§ **WHAT THE EXERCISE ASKS**
Reproduce the records that follow without alteration, apart from removing the pictures.

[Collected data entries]
● ● ● ● ●

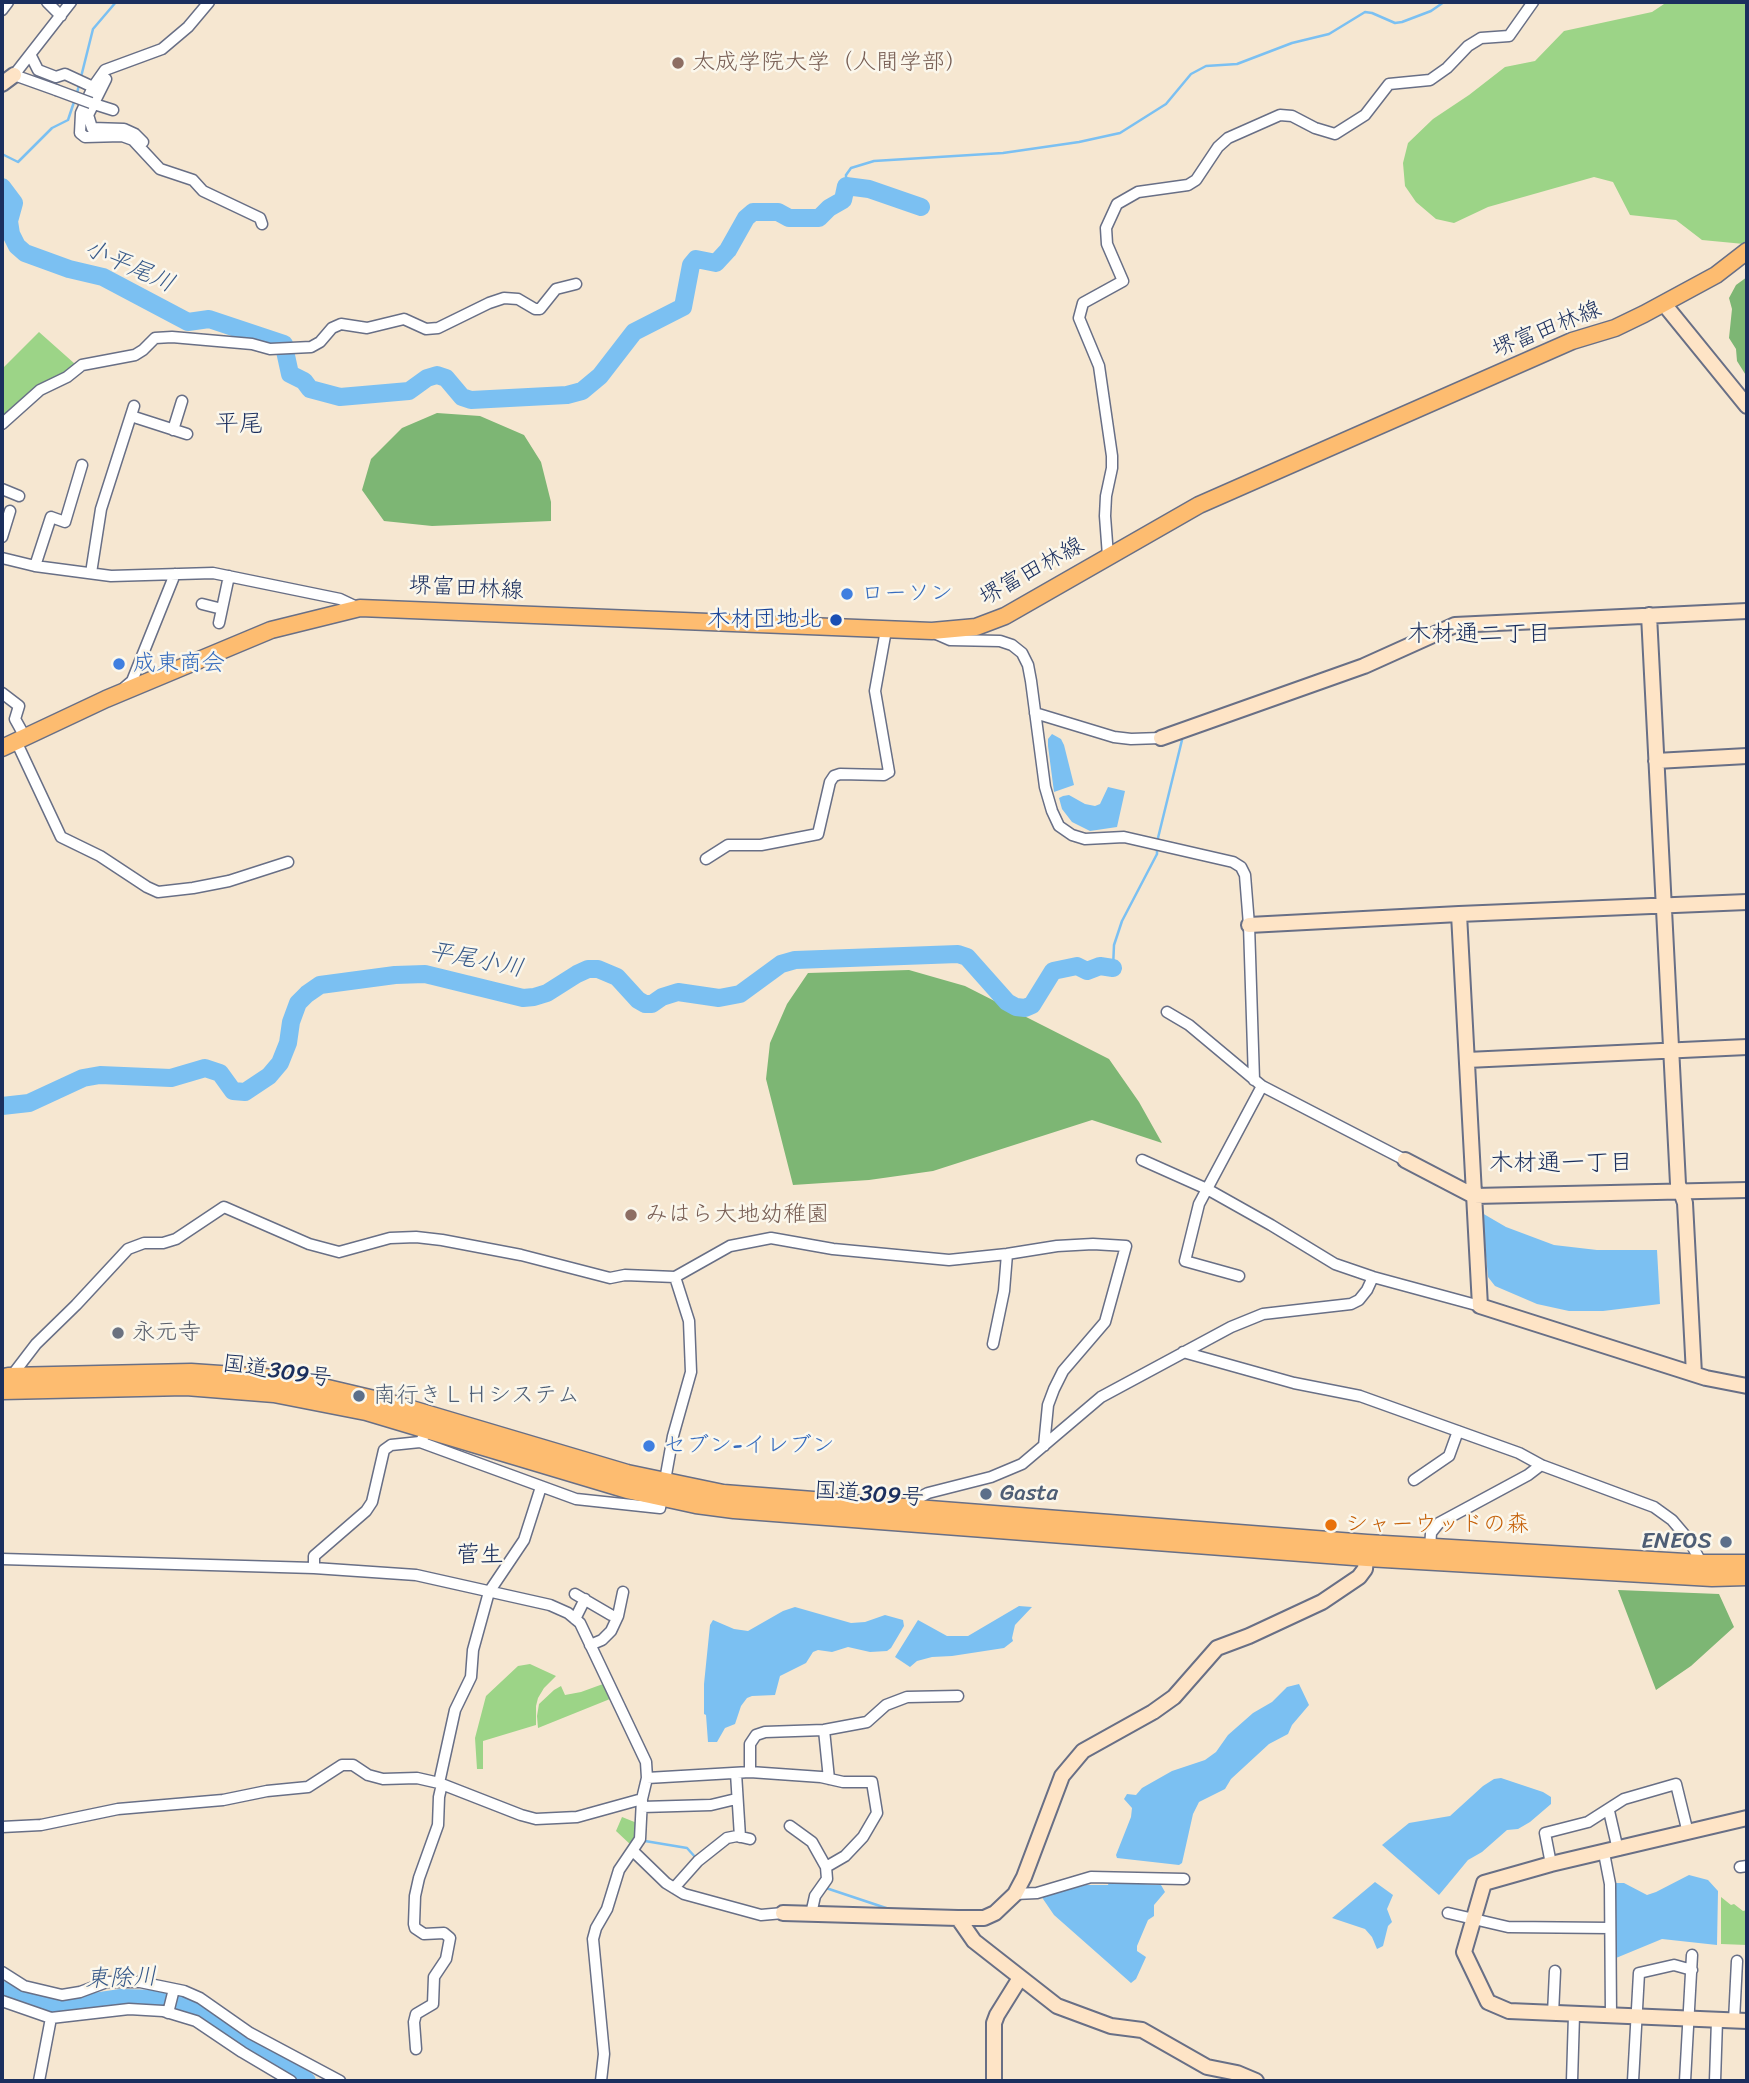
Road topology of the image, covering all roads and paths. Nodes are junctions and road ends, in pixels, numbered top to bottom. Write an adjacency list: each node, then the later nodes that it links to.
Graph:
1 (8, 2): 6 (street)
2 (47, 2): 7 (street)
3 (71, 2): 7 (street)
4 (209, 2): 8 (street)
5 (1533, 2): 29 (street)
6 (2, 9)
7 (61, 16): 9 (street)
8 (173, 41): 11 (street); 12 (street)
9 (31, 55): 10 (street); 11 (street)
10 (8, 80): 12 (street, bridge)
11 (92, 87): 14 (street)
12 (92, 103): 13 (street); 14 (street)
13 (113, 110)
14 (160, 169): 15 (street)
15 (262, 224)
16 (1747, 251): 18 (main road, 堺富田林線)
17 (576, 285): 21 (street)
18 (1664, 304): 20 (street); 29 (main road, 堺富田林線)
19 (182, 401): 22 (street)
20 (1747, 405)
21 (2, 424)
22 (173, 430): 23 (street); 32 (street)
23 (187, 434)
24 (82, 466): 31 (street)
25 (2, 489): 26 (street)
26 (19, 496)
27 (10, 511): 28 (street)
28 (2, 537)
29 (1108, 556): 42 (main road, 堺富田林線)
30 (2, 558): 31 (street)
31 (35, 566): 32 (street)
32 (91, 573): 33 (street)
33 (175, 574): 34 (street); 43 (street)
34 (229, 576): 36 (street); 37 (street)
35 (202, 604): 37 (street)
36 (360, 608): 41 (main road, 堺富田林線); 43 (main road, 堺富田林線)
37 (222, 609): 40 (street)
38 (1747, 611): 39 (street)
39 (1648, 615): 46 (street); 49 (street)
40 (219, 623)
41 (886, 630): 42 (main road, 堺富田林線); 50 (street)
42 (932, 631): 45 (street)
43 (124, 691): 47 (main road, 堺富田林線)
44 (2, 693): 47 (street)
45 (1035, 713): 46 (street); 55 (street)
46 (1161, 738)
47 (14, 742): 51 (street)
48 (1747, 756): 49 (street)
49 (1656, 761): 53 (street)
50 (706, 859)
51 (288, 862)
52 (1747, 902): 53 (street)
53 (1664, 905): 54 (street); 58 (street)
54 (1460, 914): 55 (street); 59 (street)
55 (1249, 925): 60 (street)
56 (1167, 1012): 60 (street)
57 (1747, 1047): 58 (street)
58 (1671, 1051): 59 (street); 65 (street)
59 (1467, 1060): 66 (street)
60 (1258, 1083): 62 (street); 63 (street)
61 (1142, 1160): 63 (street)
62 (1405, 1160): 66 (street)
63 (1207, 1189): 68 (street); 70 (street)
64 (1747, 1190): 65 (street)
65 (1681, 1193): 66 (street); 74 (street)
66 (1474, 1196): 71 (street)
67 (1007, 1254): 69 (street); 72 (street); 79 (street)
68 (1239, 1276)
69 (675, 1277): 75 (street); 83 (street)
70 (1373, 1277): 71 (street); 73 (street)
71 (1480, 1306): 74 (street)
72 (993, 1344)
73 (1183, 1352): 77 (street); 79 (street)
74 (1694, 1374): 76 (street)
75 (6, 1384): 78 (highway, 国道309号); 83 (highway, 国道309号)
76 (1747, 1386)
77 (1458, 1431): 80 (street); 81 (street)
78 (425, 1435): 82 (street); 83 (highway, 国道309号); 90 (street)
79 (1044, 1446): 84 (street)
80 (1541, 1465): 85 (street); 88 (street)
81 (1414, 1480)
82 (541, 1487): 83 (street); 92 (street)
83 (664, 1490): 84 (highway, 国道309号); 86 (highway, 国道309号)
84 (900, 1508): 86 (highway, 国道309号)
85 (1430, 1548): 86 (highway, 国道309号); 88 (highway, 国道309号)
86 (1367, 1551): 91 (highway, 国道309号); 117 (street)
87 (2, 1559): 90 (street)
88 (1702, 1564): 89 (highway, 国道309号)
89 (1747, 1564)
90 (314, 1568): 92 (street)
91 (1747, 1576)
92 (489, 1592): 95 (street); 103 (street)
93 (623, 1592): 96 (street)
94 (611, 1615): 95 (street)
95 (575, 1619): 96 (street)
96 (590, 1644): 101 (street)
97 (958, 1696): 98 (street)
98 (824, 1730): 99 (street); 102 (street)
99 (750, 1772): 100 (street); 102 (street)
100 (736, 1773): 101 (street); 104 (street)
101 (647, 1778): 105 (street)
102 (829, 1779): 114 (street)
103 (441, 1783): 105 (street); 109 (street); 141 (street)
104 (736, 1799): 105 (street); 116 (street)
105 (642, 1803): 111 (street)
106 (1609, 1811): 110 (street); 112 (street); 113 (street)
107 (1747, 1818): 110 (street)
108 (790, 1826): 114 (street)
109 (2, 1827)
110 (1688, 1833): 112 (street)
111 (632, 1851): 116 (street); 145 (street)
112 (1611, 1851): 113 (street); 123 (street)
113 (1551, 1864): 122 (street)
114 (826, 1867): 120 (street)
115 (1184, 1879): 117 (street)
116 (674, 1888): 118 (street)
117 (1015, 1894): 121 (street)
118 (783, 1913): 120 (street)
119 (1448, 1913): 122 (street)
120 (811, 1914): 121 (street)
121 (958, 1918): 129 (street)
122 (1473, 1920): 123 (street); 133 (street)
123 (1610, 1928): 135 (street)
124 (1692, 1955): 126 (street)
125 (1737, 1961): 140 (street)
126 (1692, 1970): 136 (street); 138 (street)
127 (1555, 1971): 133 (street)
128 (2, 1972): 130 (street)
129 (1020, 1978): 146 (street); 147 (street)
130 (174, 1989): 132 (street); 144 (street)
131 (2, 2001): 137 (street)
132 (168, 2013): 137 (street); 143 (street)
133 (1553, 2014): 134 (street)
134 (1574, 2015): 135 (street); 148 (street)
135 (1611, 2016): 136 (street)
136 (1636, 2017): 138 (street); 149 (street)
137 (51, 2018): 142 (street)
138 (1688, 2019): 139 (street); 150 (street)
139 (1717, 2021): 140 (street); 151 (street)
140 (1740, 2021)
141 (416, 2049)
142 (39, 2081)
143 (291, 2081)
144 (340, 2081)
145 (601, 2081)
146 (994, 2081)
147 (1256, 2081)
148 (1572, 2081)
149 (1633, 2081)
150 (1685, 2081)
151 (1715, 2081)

● ● ● ● ●

§ **ANSWER SECTION**
Road topology of the image, covering all roads and paths. Nodes are junctions and road ends, in pixels, numbered top to bottom. Write an adjacency list: each node, then the later nodes that it links to.
Graph:
1 (8, 2): 6 (street)
2 (47, 2): 7 (street)
3 (71, 2): 7 (street)
4 (209, 2): 8 (street)
5 (1533, 2): 29 (street)
6 (2, 9)
7 (61, 16): 9 (street)
8 (173, 41): 11 (street); 12 (street)
9 (31, 55): 10 (street); 11 (street)
10 (8, 80): 12 (street, bridge)
11 (92, 87): 14 (street)
12 (92, 103): 13 (street); 14 (street)
13 (113, 110)
14 (160, 169): 15 (street)
15 (262, 224)
16 (1747, 251): 18 (main road, 堺富田林線)
17 (576, 285): 21 (street)
18 (1664, 304): 20 (street); 29 (main road, 堺富田林線)
19 (182, 401): 22 (street)
20 (1747, 405)
21 (2, 424)
22 (173, 430): 23 (street); 32 (street)
23 (187, 434)
24 (82, 466): 31 (street)
25 (2, 489): 26 (street)
26 (19, 496)
27 (10, 511): 28 (street)
28 (2, 537)
29 (1108, 556): 42 (main road, 堺富田林線)
30 (2, 558): 31 (street)
31 (35, 566): 32 (street)
32 (91, 573): 33 (street)
33 (175, 574): 34 (street); 43 (street)
34 (229, 576): 36 (street); 37 (street)
35 (202, 604): 37 (street)
36 (360, 608): 41 (main road, 堺富田林線); 43 (main road, 堺富田林線)
37 (222, 609): 40 (street)
38 (1747, 611): 39 (street)
39 (1648, 615): 46 (street); 49 (street)
40 (219, 623)
41 (886, 630): 42 (main road, 堺富田林線); 50 (street)
42 (932, 631): 45 (street)
43 (124, 691): 47 (main road, 堺富田林線)
44 (2, 693): 47 (street)
45 (1035, 713): 46 (street); 55 (street)
46 (1161, 738)
47 (14, 742): 51 (street)
48 (1747, 756): 49 (street)
49 (1656, 761): 53 (street)
50 (706, 859)
51 (288, 862)
52 (1747, 902): 53 (street)
53 (1664, 905): 54 (street); 58 (street)
54 (1460, 914): 55 (street); 59 (street)
55 (1249, 925): 60 (street)
56 (1167, 1012): 60 (street)
57 (1747, 1047): 58 (street)
58 (1671, 1051): 59 (street); 65 (street)
59 (1467, 1060): 66 (street)
60 (1258, 1083): 62 (street); 63 (street)
61 (1142, 1160): 63 (street)
62 (1405, 1160): 66 (street)
63 (1207, 1189): 68 (street); 70 (street)
64 (1747, 1190): 65 (street)
65 (1681, 1193): 66 (street); 74 (street)
66 (1474, 1196): 71 (street)
67 (1007, 1254): 69 (street); 72 (street); 79 (street)
68 (1239, 1276)
69 (675, 1277): 75 (street); 83 (street)
70 (1373, 1277): 71 (street); 73 (street)
71 (1480, 1306): 74 (street)
72 (993, 1344)
73 (1183, 1352): 77 (street); 79 (street)
74 (1694, 1374): 76 (street)
75 (6, 1384): 78 (highway, 国道309号); 83 (highway, 国道309号)
76 (1747, 1386)
77 (1458, 1431): 80 (street); 81 (street)
78 (425, 1435): 82 (street); 83 (highway, 国道309号); 90 (street)
79 (1044, 1446): 84 (street)
80 (1541, 1465): 85 (street); 88 (street)
81 (1414, 1480)
82 (541, 1487): 83 (street); 92 (street)
83 (664, 1490): 84 (highway, 国道309号); 86 (highway, 国道309号)
84 (900, 1508): 86 (highway, 国道309号)
85 (1430, 1548): 86 (highway, 国道309号); 88 (highway, 国道309号)
86 (1367, 1551): 91 (highway, 国道309号); 117 (street)
87 (2, 1559): 90 (street)
88 (1702, 1564): 89 (highway, 国道309号)
89 (1747, 1564)
90 (314, 1568): 92 (street)
91 (1747, 1576)
92 (489, 1592): 95 (street); 103 (street)
93 (623, 1592): 96 (street)
94 (611, 1615): 95 (street)
95 (575, 1619): 96 (street)
96 (590, 1644): 101 (street)
97 (958, 1696): 98 (street)
98 (824, 1730): 99 (street); 102 (street)
99 (750, 1772): 100 (street); 102 (street)
100 (736, 1773): 101 (street); 104 (street)
101 (647, 1778): 105 (street)
102 (829, 1779): 114 (street)
103 (441, 1783): 105 (street); 109 (street); 141 (street)
104 (736, 1799): 105 (street); 116 (street)
105 (642, 1803): 111 (street)
106 (1609, 1811): 110 (street); 112 (street); 113 (street)
107 (1747, 1818): 110 (street)
108 (790, 1826): 114 (street)
109 (2, 1827)
110 (1688, 1833): 112 (street)
111 (632, 1851): 116 (street); 145 (street)
112 (1611, 1851): 113 (street); 123 (street)
113 (1551, 1864): 122 (street)
114 (826, 1867): 120 (street)
115 (1184, 1879): 117 (street)
116 (674, 1888): 118 (street)
117 (1015, 1894): 121 (street)
118 (783, 1913): 120 (street)
119 (1448, 1913): 122 (street)
120 (811, 1914): 121 (street)
121 (958, 1918): 129 (street)
122 (1473, 1920): 123 (street); 133 (street)
123 (1610, 1928): 135 (street)
124 (1692, 1955): 126 (street)
125 (1737, 1961): 140 (street)
126 (1692, 1970): 136 (street); 138 (street)
127 (1555, 1971): 133 (street)
128 (2, 1972): 130 (street)
129 (1020, 1978): 146 (street); 147 (street)
130 (174, 1989): 132 (street); 144 (street)
131 (2, 2001): 137 (street)
132 (168, 2013): 137 (street); 143 (street)
133 (1553, 2014): 134 (street)
134 (1574, 2015): 135 (street); 148 (street)
135 (1611, 2016): 136 (street)
136 (1636, 2017): 138 (street); 149 (street)
137 (51, 2018): 142 (street)
138 (1688, 2019): 139 (street); 150 (street)
139 (1717, 2021): 140 (street); 151 (street)
140 (1740, 2021)
141 (416, 2049)
142 (39, 2081)
143 (291, 2081)
144 (340, 2081)
145 (601, 2081)
146 (994, 2081)
147 (1256, 2081)
148 (1572, 2081)
149 (1633, 2081)
150 (1685, 2081)
151 (1715, 2081)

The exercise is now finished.